Two ‘Queens’ in wartime
During 1941 our cruiser HMS Hermione achieved four convoy runs through to Malta from Gibraltar, as well as a number of ‘club runs’ with carriers for the purpose of keeping the beleaguered island supplied with aircraft.
It therefore came as something as a shock to be torpedoed and sunk on our first attempt to get through from Alexandria and, finding myself more or less at a loose end in Alex in late June 1942, I felt some relief at being drafted to the elderly battleship Queen Elizabeth, particularly as Rommel’s army was expected to overrun Egypt at the time.
My new appointment was not in first-class condition, having been resting on the harbour bottom for some time, together with HMS Valiant, following the attention of Italian frogmen. I formed part of a scratch crew destined to take the vessel to the United States for a refit, not that the destination would be disclosed for awhile.
At various points while passing through Suez we were being jeered by members of shore-stationed forces who assumed that we were running from imminent danger. We were hardly fit for battle (with one boiler room out of action the Queen Elizabeth’s best speed was 15 knots!).
Progress towards the Cape seemed painfully slow, with a stop at Port Sudan to replace our ammunition. Upon making
Freetown, the prospect of a three-week trip across to Virginia, unescorted, was viewed with trepidation, but in the event the only panic was mistaking a mid-Atlantic whale for a U-boat.
At the American naval yard we were transferred to a barrack section which would be our heme for six weeks. Those premises and the catering represented real luxury to us, with good entertainment frequently available. Seeing so many of the latest films meant that for some time after returning to England there were few good ones I hadn’t seen before.
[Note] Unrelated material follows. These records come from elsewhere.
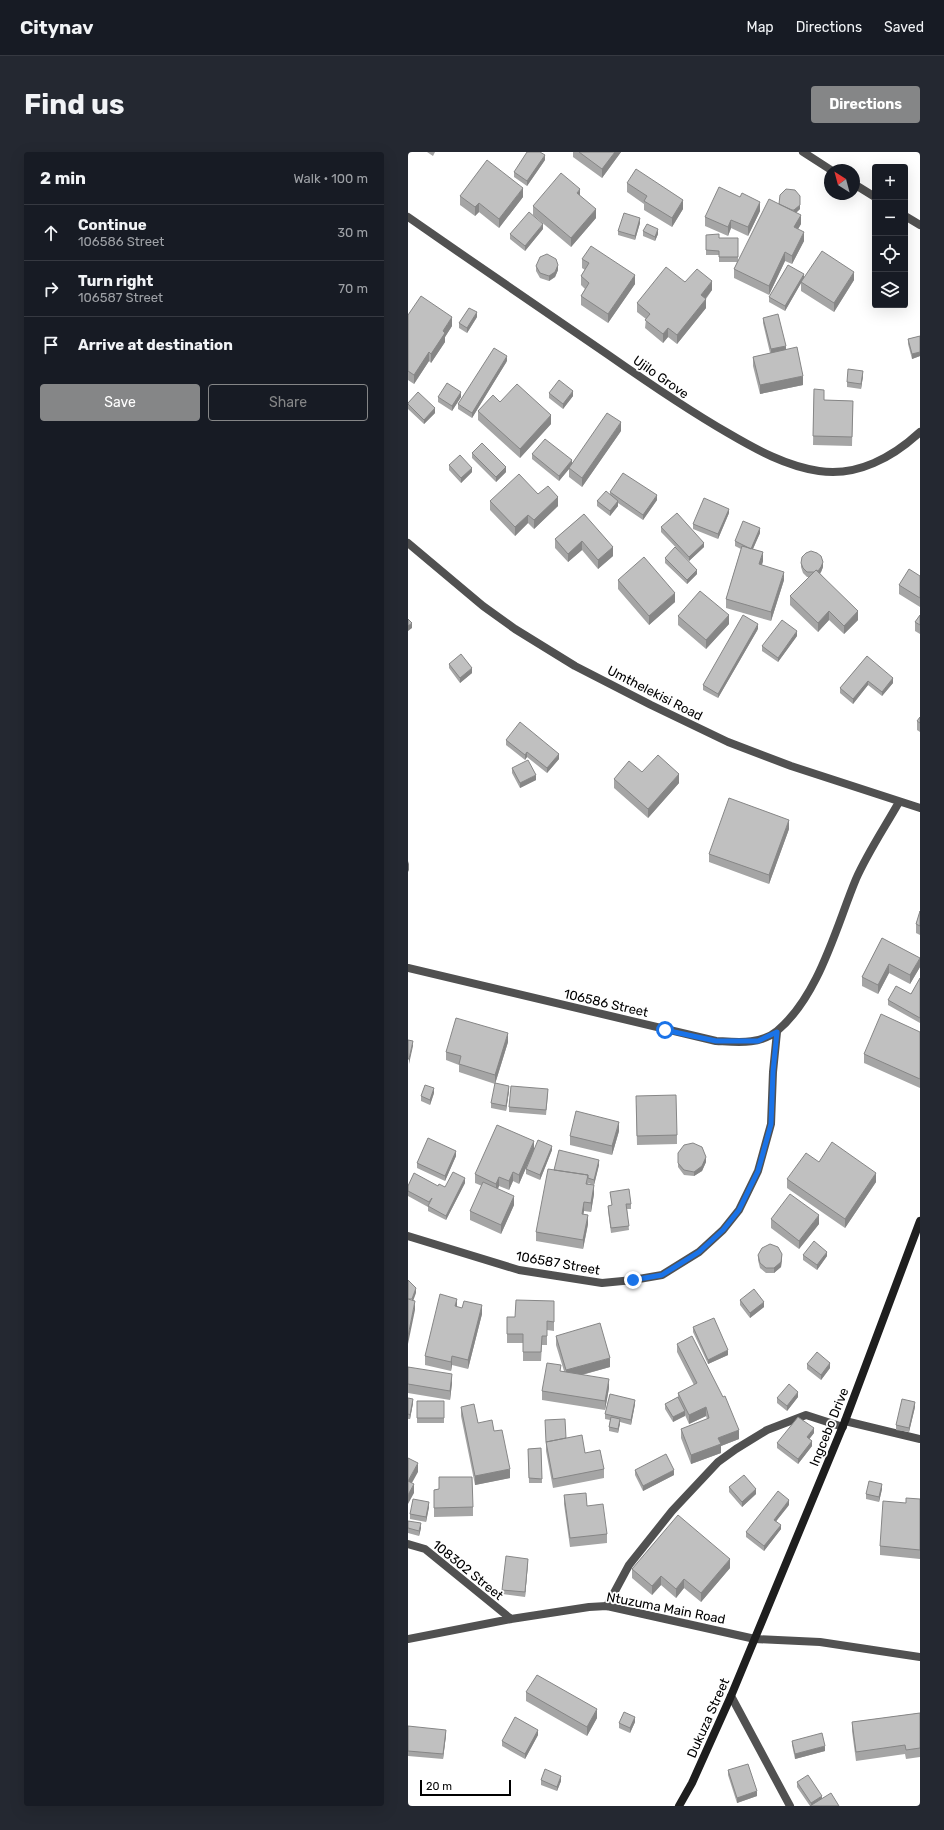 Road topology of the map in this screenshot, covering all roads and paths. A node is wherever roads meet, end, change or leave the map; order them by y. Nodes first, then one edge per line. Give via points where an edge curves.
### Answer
1 (803, 152) edge
2 (824, 165) edge
3 (860, 188) edge
4 (872, 195) edge
5 (408, 217) edge
6 (908, 218) edge
7 (920, 225) edge
8 (920, 432) edge
9 (408, 543) edge
10 (899, 802) junction
11 (920, 808) edge
12 (408, 968) edge
13 (777, 1032) junction
14 (920, 1221) edge
15 (408, 1236) edge
16 (844, 1424) junction
17 (920, 1439) edge
18 (408, 1544) edge
19 (607, 1606) junction
20 (511, 1619) junction
21 (408, 1639) edge
22 (755, 1639) junction
23 (920, 1657) edge
24 (731, 1696) junction
25 (679, 1806) edge
26 (790, 1806) edge

1 - 2 street
3 - 4 street
5 - 8 street, Ujilo Grove via 686,409 758,451 820,471 845,471 880,462
6 - 7 street
9 - 10 street, Umthelekisi Road via 483,606 575,666 728,742
10 - 11 street, Umthelekisi Road
10 - 13 street, 106586 Street via 857,877 826,956 800,1007
12 - 13 street, 106586 Street via 716,1041 758,1041
13 - 15 street, 106587 Street via 771,1124 758,1171 749,1191 739,1210 723,1230 699,1252 662,1275 602,1283 519,1270
14 - 16 main road, Ingcebo Drive
16 - 17 street
16 - 19 street via 806,1415 767,1430 724,1457 672,1511 629,1565
16 - 22 main road, Ingcebo Drive
18 - 20 street, 108302 Street via 425,1549
19 - 20 street, Ntuzuma Main Road
19 - 22 street, Ntuzuma Main Road
20 - 21 street, Ntuzuma Main Road
22 - 23 street, Ntuzuma Main Road via 820,1642
22 - 24 main road, Dukuza Street
24 - 25 main road, Dukuza Street
24 - 26 street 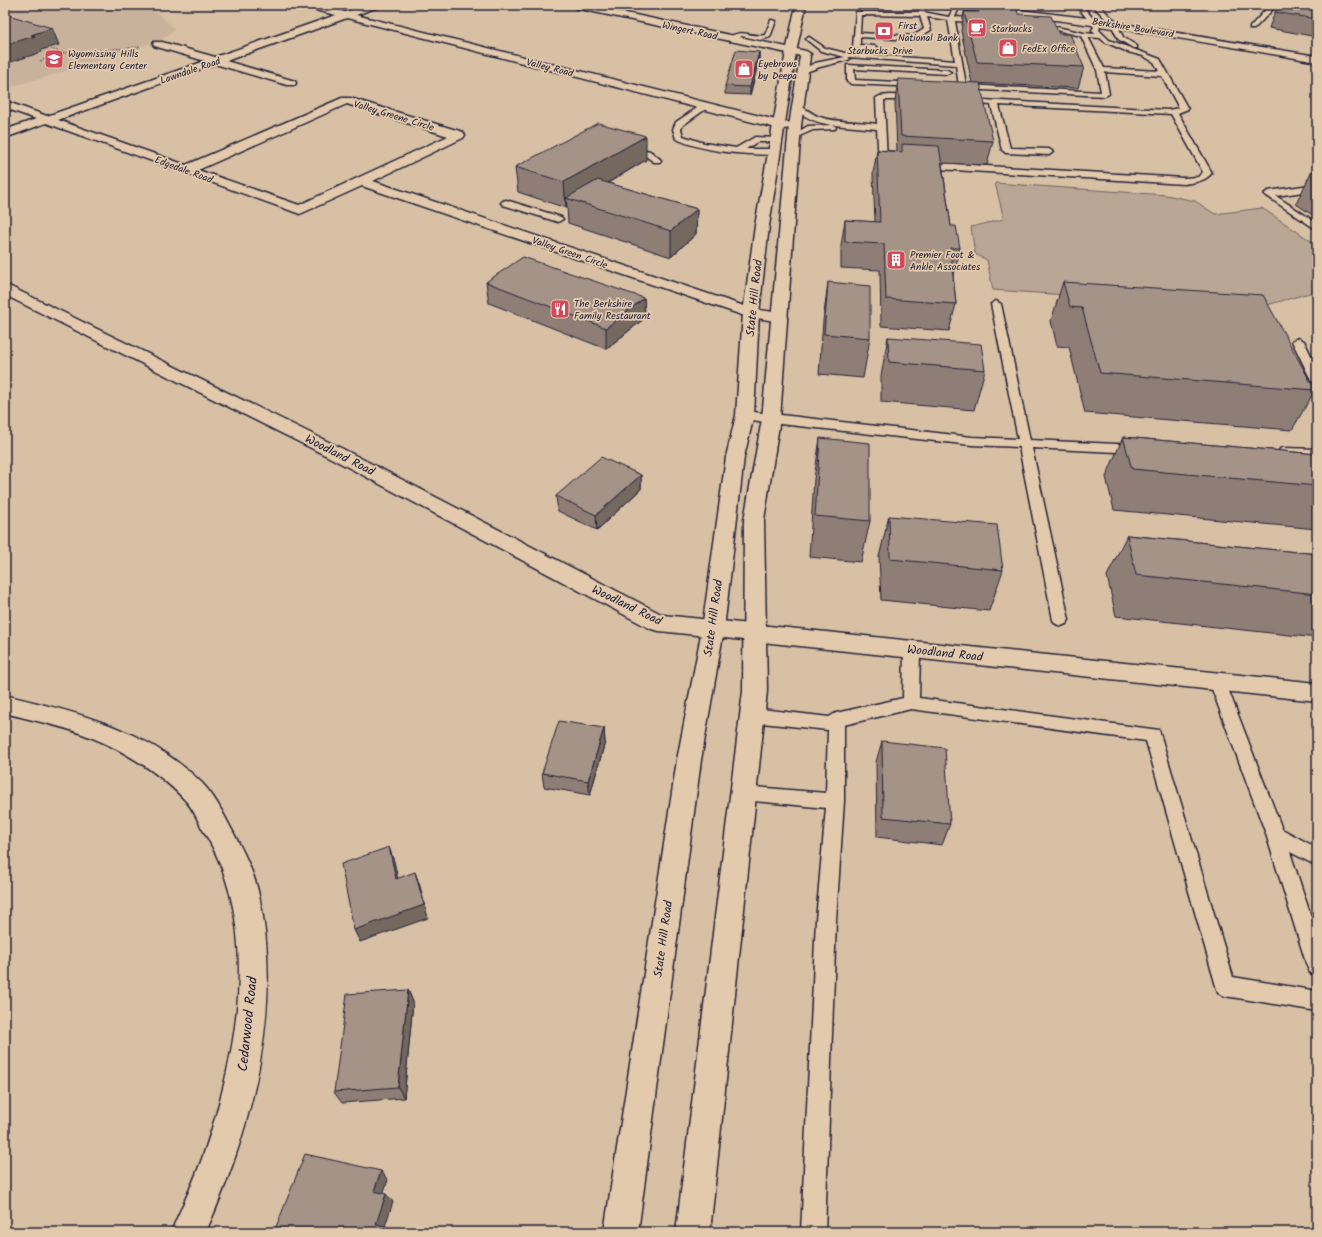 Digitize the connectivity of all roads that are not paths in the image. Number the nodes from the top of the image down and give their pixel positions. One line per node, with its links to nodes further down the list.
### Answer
1 (306, 5): 10 (street, Valley Road)
2 (375, 5): 10 (street, Lawndale Road)
3 (576, 5): 22 (street, Wingert Road)
4 (801, 5): 26 (street, State Hill Road)
5 (952, 5): 11 (lane); 13 (street, Berkshire Boulevard)
6 (1079, 5): 13 (lane)
7 (1095, 5): 15 (lane)
8 (1274, 5): 17 (lane)
9 (923, 14): 11 (lane); 19 (lane); 19 (lane)
10 (346, 15): 31 (street, Lawndale Road); 43 (street, Valley Road)
11 (951, 19): 14 (lane); 32 (lane)
12 (772, 21): 22 (lane)
13 (1093, 21): 15 (street, Berkshire Boulevard); 21 (lane)
14 (990, 22)
15 (1114, 24): 28 (lane); 30 (street, Berkshire Boulevard)
16 (1030, 25): 20 (lane)
17 (1252, 28)
18 (811, 29): 23 (street)
19 (857, 35): 25 (lane)
20 (1084, 35): 21 (lane); 33 (lane)
21 (1100, 36): 28 (lane)
22 (730, 39): 26 (street, Wingert Road)
23 (809, 39): 27 (street); 29 (lane, Starbucks Drive)
24 (152, 45): 31 (street)
25 (886, 48)
26 (791, 52): 27 (street, Wingert Road); 47 (street, State Hill Road)
27 (806, 54): 34 (street)
28 (1145, 55): 36 (lane)
29 (917, 57): 32 (lane); 34 (lane, Starbucks Drive)
30 (1317, 59)
31 (216, 61): 37 (street); 46 (street, Lawndale Road)
32 (959, 63): 35 (lane)
33 (1101, 70): 35 (lane); 36 (lane)
34 (803, 71): 44 (street)
35 (960, 73): 38 (lane)
36 (1165, 74): 45 (lane)
37 (290, 82)
38 (926, 86)
39 (920, 98): 49 (lane)
40 (957, 100): 41 (lane)
41 (994, 102): 45 (lane); 55 (lane)
42 (5, 104): 46 (street, Edgedale Road)
43 (706, 106): 47 (street, Valley Road); 54 (lane)
44 (798, 107): 48 (lane); 50 (street)
45 (1174, 112): 58 (lane)
46 (46, 120): 51 (street, Lawndale Road); 59 (street, Edgedale Road)
47 (780, 125): 50 (street, Valley Road); 53 (street, State Hill Road)
48 (860, 125): 49 (lane); 50 (lane)
49 (881, 127): 57 (lane)
50 (795, 131): 68 (street)
51 (5, 134)
52 (617, 145): 56 (lane)
53 (776, 146): 54 (lane); 54 (lane); 67 (street, State Hill Road)
54 (737, 151)
55 (1049, 152)
56 (657, 160)
57 (899, 164)
58 (914, 165)
59 (186, 170): 60 (street, Edgedale Road); 60 (street, Valley Greene Circle)
60 (361, 181): 67 (street, Valley Green Circle)
61 (1317, 188): 64 (lane)
62 (506, 203): 63 (lane)
63 (558, 219)
64 (1317, 227)
65 (5, 289): 78 (street, Woodland Road)
66 (996, 304): 73 (lane)
67 (751, 313): 68 (street, Valley Green Circle); 71 (street, State Hill Road)
68 (780, 317): 72 (street)
69 (1298, 341): 70 (lane)
70 (1317, 380)
71 (745, 415): 72 (lane); 78 (street, State Hill Road)
72 (772, 420): 73 (lane); 79 (street)
73 (1024, 443): 74 (lane); 77 (lane)
74 (1148, 450)
75 (1272, 452): 76 (lane)
76 (1317, 453)
77 (1061, 620)
78 (713, 629): 79 (street, Woodland Road); 94 (street, State Hill Road)
79 (755, 633): 80 (street, Woodland Road); 85 (street)
80 (912, 650): 81 (street, Woodland Road); 83 (lane)
81 (1217, 681): 82 (street, Woodland Road); 89 (lane)
82 (1317, 692)
83 (911, 703): 86 (lane); 92 (lane)
84 (5, 704): 93 (street, Cedarwood Road)
85 (752, 715): 86 (lane); 87 (street)
86 (836, 724): 88 (lane)
87 (743, 792): 88 (lane); 95 (street)
88 (835, 801): 96 (lane)
89 (1275, 834): 90 (lane); 91 (lane)
90 (1317, 858)
91 (1317, 966)
92 (1317, 1001)
93 (188, 1232)
94 (621, 1232)
95 (693, 1232)
96 (813, 1232) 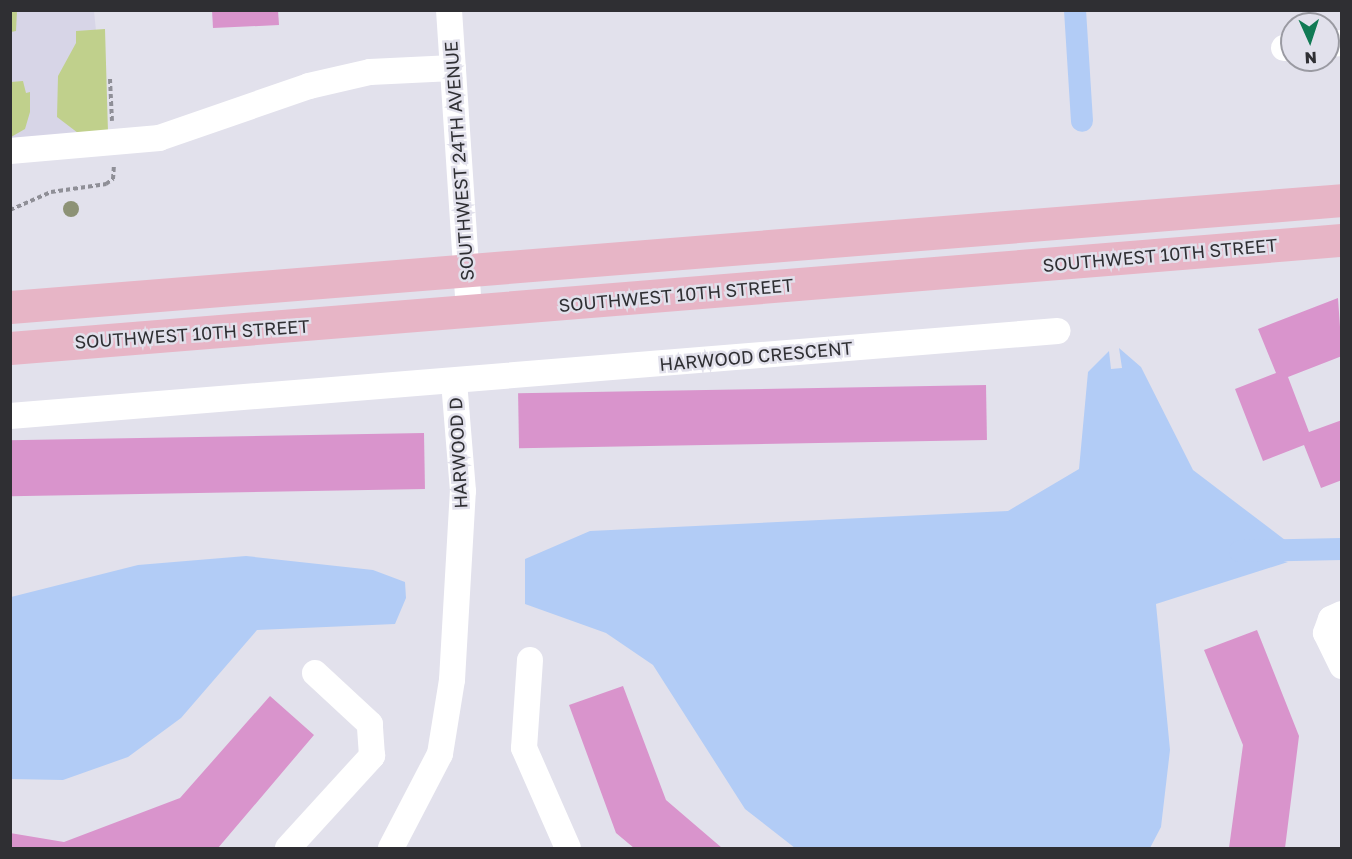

The highlight of my American stay was a steamer trip along the Potomac to Washington, where a lavish guided tour was laid on for our benefit. Next came lunch and tea at the Press Club, where we faced a barrage of questions mainly concerned with conditions in our bomb-rav-aged homeland. The good weather that September added to our enjoyment, with well-stocked stores allowing some of us to replace presents and other things which had been confined to the deep. Fortunately our meagre pay was reinforced for the duration of our stay.
When it was time for the return trip I was lucky again, because at the time all manner of vessels were being prepared to brave the Atlantic and join the huge fleet about to mount the North African invasion. Some of my mates were drafted to small vessels which foundered in a series of fierce storms, I was told. I happened to
be one of a party which boarded a train and headed northwards for the next three days. We passed through New York and Boston en route, but managed to see the lights of those cities only from station platforms.
Our train crossed the Canadian border, and the journey ended at Halifax, Nova Scotia, where the quayside was dwarfed by the largest liner afloat at the time, the Cunarder Queen Elizabeth, which I boarded along with thousands of other troops and civilian war personnel from all nations.
For the crossing I was allocated a bunk in what had been the first class cinema, the tiered bunks replacing what would have been luxurious fittings. We were provided with two reasonably good meals each day, the worst privation being a drastic shortage of fresh water. The zig-zag crossing, accomplished in four days at an average of 29 knots, took us a fair way northwards before reaching our destination on the Clyde near Glasgow, and must have been one of the smoothest on record, because I felt ship movement only when the vessel was changing course. On board it had proved only too easy to get lost amid the miles of standardised corridors.
Altogether my Atlantic crossings provided experiences I’d have hated to miss. Not everyone can boast of making the crossings in two such famous ‘Queens’!